Why are new builds all so ugly?

  • 08-05-2022 9:41am
    #1
    Registered Users Posts: 6,160 ✭✭✭


    Grey doors, grey walls, grey everything. Ghastly looking brutish shape

    Massive windows that look like a portal to some place beyond the event horizon of a black hole

    Uncosy telly-centric interior that looks like a scene from the Matrix or perhaps a waiting room for a space elevator.

    Very few trees or nature surrounding. A builder I was chatting to recently lobbed the blame squarely at planners, but to what extent are the builders to blame for this ugly uniform design? Every new build estate looks like this. Every decade since the 60's or 70's gets its own style of unimaginative design in this country.

    Is it feasible to build a house that doesn't look like all the new builds? For example is it still possible to build a stone cottage with a thatched roof if you insulated it enough?



«13

Comments

  • Registered Users Posts: 221 ✭✭put_the_kettle_on


    There's a firm in the uk called Border Oak that do thatched cottages but they're ferociously expensive so I'm guessing that the contemporary builds are much cheaper to erect.



  • Registered Users Posts: 6,405 ✭✭✭Allinall


    Beauty is in the eye of the key holder.



  • Registered Users Posts: 158 ✭✭SimpleDimple


    Add to that they don’t have feicing front gardens anymore so your window Into the sitting room is just the path. They’re all 3 stories high so the tiny back gardens have no natural light.

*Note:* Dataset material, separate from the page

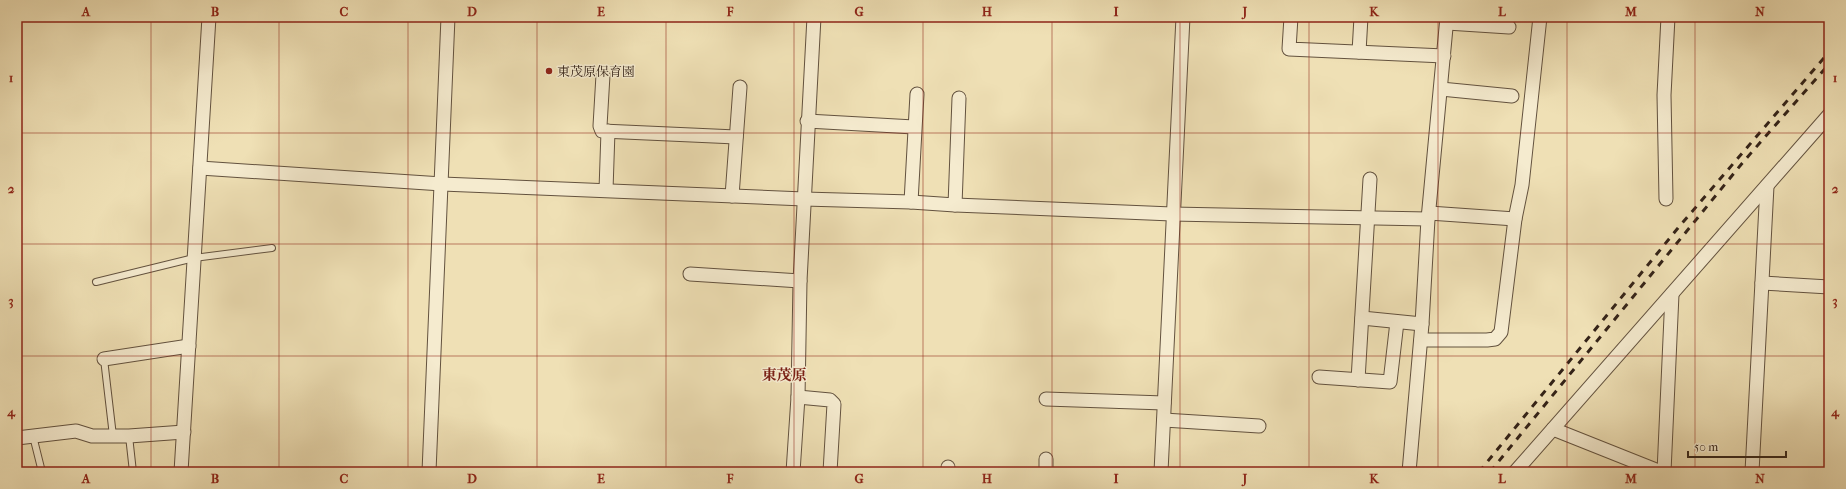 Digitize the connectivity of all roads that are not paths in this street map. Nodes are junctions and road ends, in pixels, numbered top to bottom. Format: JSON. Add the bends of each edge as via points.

Also the third story is a massive bedroom, but if you’ve kids you would want to be on the second floor for safety reasons, so the kids get the giant bedroom upstairs



  • Registered Users Posts: 16,736 ✭✭✭✭Sleeper12


    My pet hate on new buildings is the grey looking cladding sometimes used instead of better looking brickwork.

    No reflection on the people of Tyrrellstown but this is the worst designed estates in the county imo. I absolutely hate getting jobs here it's such a mess. Again I stress I'm talking about the buildings & not the people. All the people I've worked for here have been decent people



  • Registered Users Posts: 810 ✭✭✭raxy


    Front gardens are generally a waste in most houses. When do you ever see anyone using their front garden? Makes more sense to take it away & give a bigger back garden to a house but they probably just take it away to cram more houses in the same area.

    Most new houses I've noticed don't have the path at the sitting room window. They usually have a paved drive for cars with a small flower bed as the divide between houses. I have seen some that don't though, don't think I would ever buy a house like that though.



  • Advertisement
  • Registered Users Posts: 23,076 ✭✭✭✭mickdw


    I quite like the current design of rural one off houses.

    That said, I do blame the planners and it is surely the definition of bad planning that build can be picked out by style down to a 5 or 6 year period.

    Rurally for example, there was a craze for concrete overbarged for a while, then some stone was compulsory almost, then any roadside wall had to be stone,

    Now it's small scale roofs, simple detailing and windows as big as you want them.



  • Registered Users Posts: 81 ✭✭dil87


    It's all subjective really.



  • Registered Users Posts: 6,662 ✭✭✭Gusser09


    You dont see anyone benefit from having no front garden. The developer just uses it to maximise space. Also very few new estates have big greens these days. In my 80s built estate the big green does be filled with kids playing football. Great to see.

    I like having a front garden. I dont think id be overly comfortable having my front living room window 1 meter from the public path.

    I dont really think the houses are ugly these days though. In 10 or 15 years they might be. Especially the ones that are 3 stories. The 3 storie houses in a new estate are dreadfully laid out a lot of the time. Walk in the front door which is at the side, kitcen to the left, sitting room to the right. Only about 4 meters deep. Then up to the second floor etc.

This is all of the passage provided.